Le mode de vie de trois Américains génère suffisamment de CO2 pour tuer une personne

Le Mode De Vie De Trois Américains Génère Suffisamment De

Analysant plusieurs études consacrées à l’impact du réchauffement climatique sur la santé publique, le professeur Daniel Bressler de l’Université Columbia à New York a déterminé que les émissions de CO2 générées par trois citoyens américains moyens (égales à 4 434 tonnes au cours de la vie) sont suffisantes pour tuer une personne.

Le mode de vie de trois citoyens américains « moyens » produit suffisamment de dioxyde de carbone (CO2) pour tuer une personne. En termes purement numériques, 4 434 tonnes du principal gaz à effet de serre émis dans l’atmosphère sont nécessaires pour provoquer la mort, soit précisément la quantité produite au cours de la vie par 3,5 Américains.
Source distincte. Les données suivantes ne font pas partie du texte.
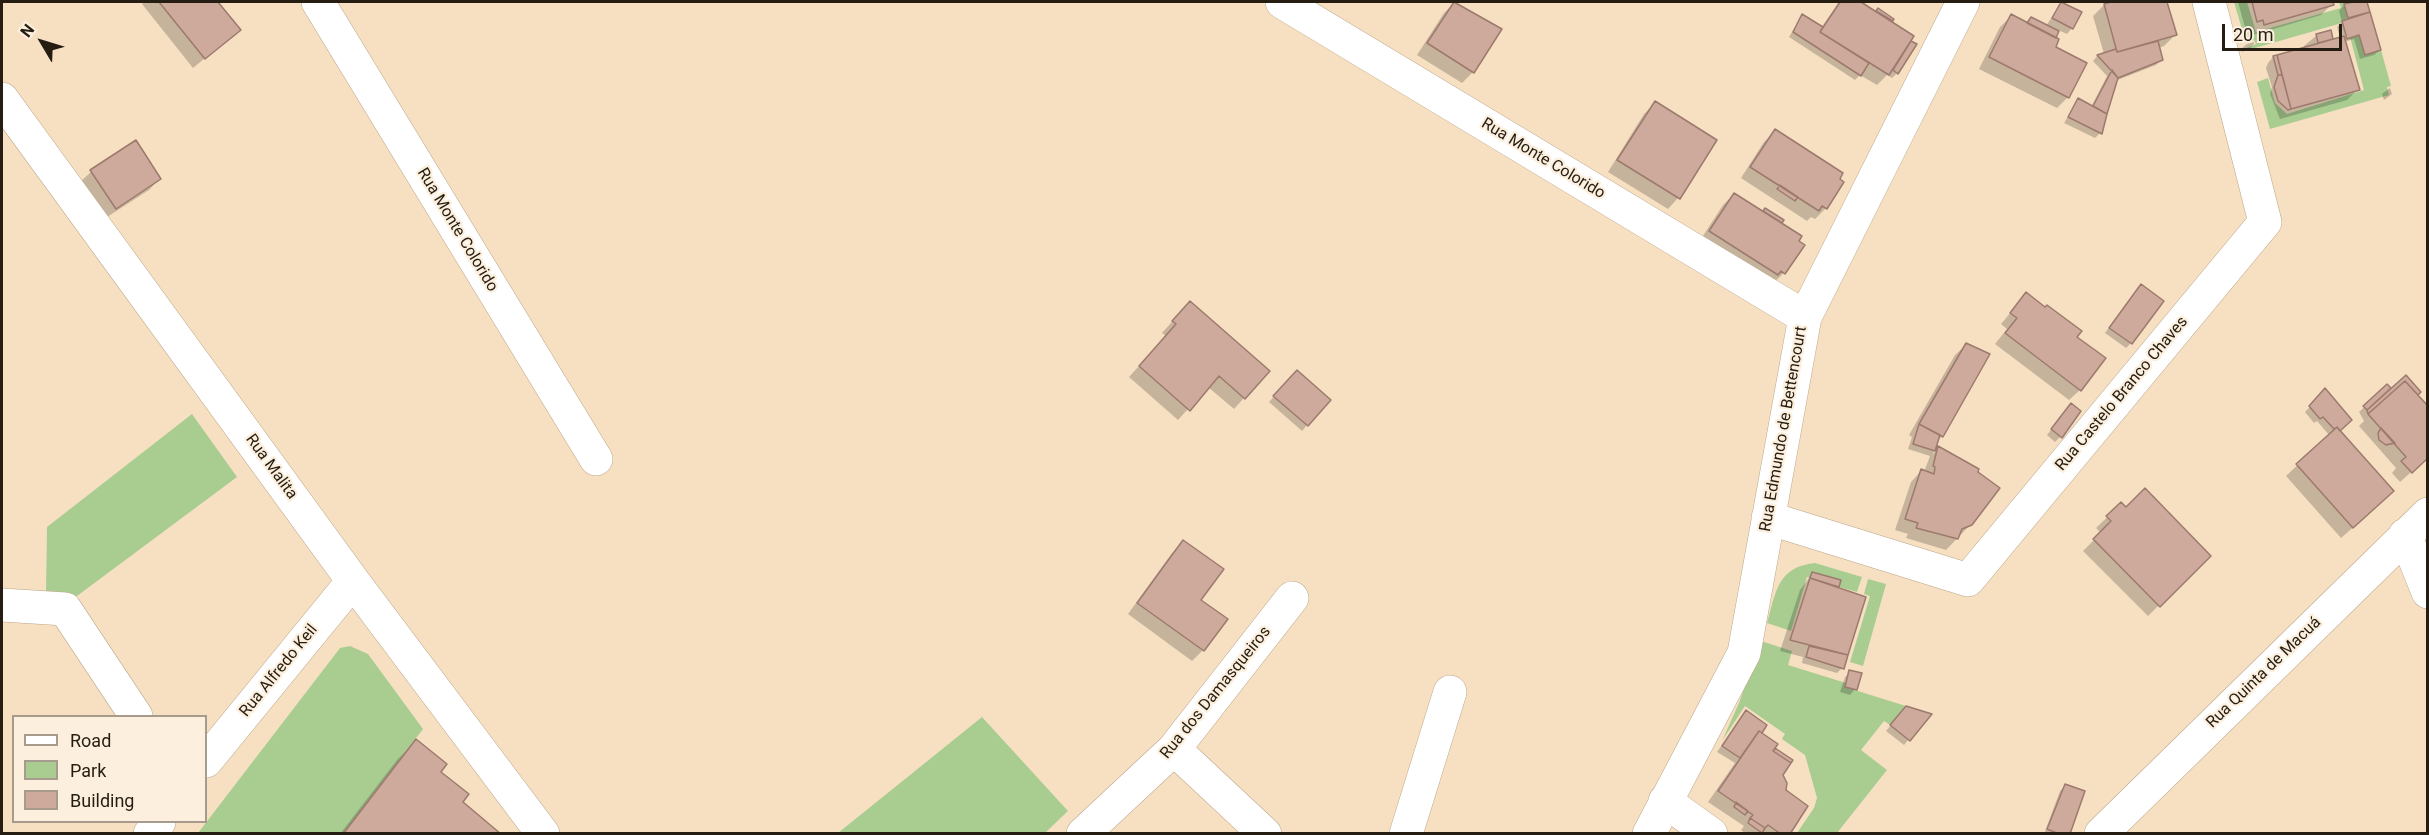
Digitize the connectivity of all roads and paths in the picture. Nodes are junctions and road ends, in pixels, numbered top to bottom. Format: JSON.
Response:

Le coût des émissions de carbone en termes de mortalité a été estimé par le professeur R. Daniel Bressler, professeur à la prestigieuse School of International and Public Affairs de l’Université Columbia à New York, ainsi que chercheur au Earth Institute et au Center for Environmental. Économie et politique.

Pour arriver à sa conclusion, le scientifique a analysé une série d’études consacrées à l’impact du réchauffement climatique sur la santé publique, déterminant que pour chaque 4 434 tonnes de CO2 émises dans l’atmosphère plus (en plus du taux d’émissions enregistré en 2020) vérifiera une décès. Avec 4 millions de tonnes de CO2 supplémentaires, soit l’équivalent des émissions d’une centrale au charbon américaine moyenne, les victimes seront de 904. Sur la base de ces calculs, le scientifique a déterminé que si nous pouvions contenir les émissions de carbone, d’ici 2050 nous serions en mesure de sauver la vie de 74 millions de personnes.

L’un des aspects les plus intéressants de la recherche est que les émissions de carbone d’un citoyen américain sont environ quatre fois plus élevées que la moyenne mondiale. En fait, s’il faut 3,5 Américains pour produire les tristement célèbres 4 434 tonnes de CO2 « tueur », 25 Brésiliens et même 146 Nigérians sont nécessaires pour atteindre le même quota. Tout dépend naturellement du mode de vie beaucoup plus consumériste – et lié aux énergies fossiles – des sociétés occidentales avancées comme les Etats-Unis. Seul le citoyen célibataire moyen d’Arabie saoudite, d’Australie, des Émirats arabes unis, du Koweït et du Qatar provoque des émissions de carbone à vie supérieures à celles d’un Américain.

Rappelons que le calcul du professeur Bressler, tout en se référant à la mortalité déclenchée par les émissions de CO2, n’envisage que celle déterminée par l’augmentation des températures. En effet, son calcul ne prend pas en compte les victimes des sécheresses, incendies, inondations, famines, guerres, perte de biodiversité, tempêtes et bien d’autres effets déclenchés par le changement climatique. Cela signifie que nous pourrions être confrontés à une sous-estimation importante du nombre réel de décès causés par les émissions de carbone. « Il y a un nombre important de vies qui peuvent être sauvées si des politiques climatiques plus agressives sont poursuivies que dans le scénario normal », a déclaré le professeur Bressler au Guardian. « J’ai été surpris de l’ampleur du nombre de morts. Il y a une certaine incertitude à ce sujet, le nombre pourrait être inférieur mais il pourrait aussi être beaucoup plus élevé », a ajouté l’expert, évoquant le fait que le calcul ne prend en compte que l’augmentation des températures.

Le coût social des émissions de carbone a été calculé pour la première fois par le lauréat du prix Nobel d’économie William Nordhaus ; selon son modèle baptisé DICE, il a été déterminé que le coût social du carbone en 2020 est égal à 37 dollars pour chaque tonne de CO2, cependant si vous ajoutez le coût de la mortalité calculé par Bressler à l’équation, cela revient à autant comme 258 dollars la tonne de CO2. « Nordhaus a inventé un modèle fantastique, cependant il n’a pas pris en compte la littérature récente sur l’impact du changement climatique sur la mortalité, il y a eu une explosion de recherches sur cette question ces dernières années », a précisé l’expert. La recommandation du scientifique est d’agir dans les plus brefs délais et de manière incisive contre les émissions de CO2, en passant rapidement des combustibles fossiles aux sources renouvelables. De cette façon, nous ferons non seulement du bien à la planète, mais aussi à nous-mêmes, car l’humanité est projetée vers des « souffrances indicibles » en raison de la crise climatique. Les détails de la recherche « Le coût de mortalité du carbone » ont été publiés dans la revue scientifique faisant autorité Nature Communications.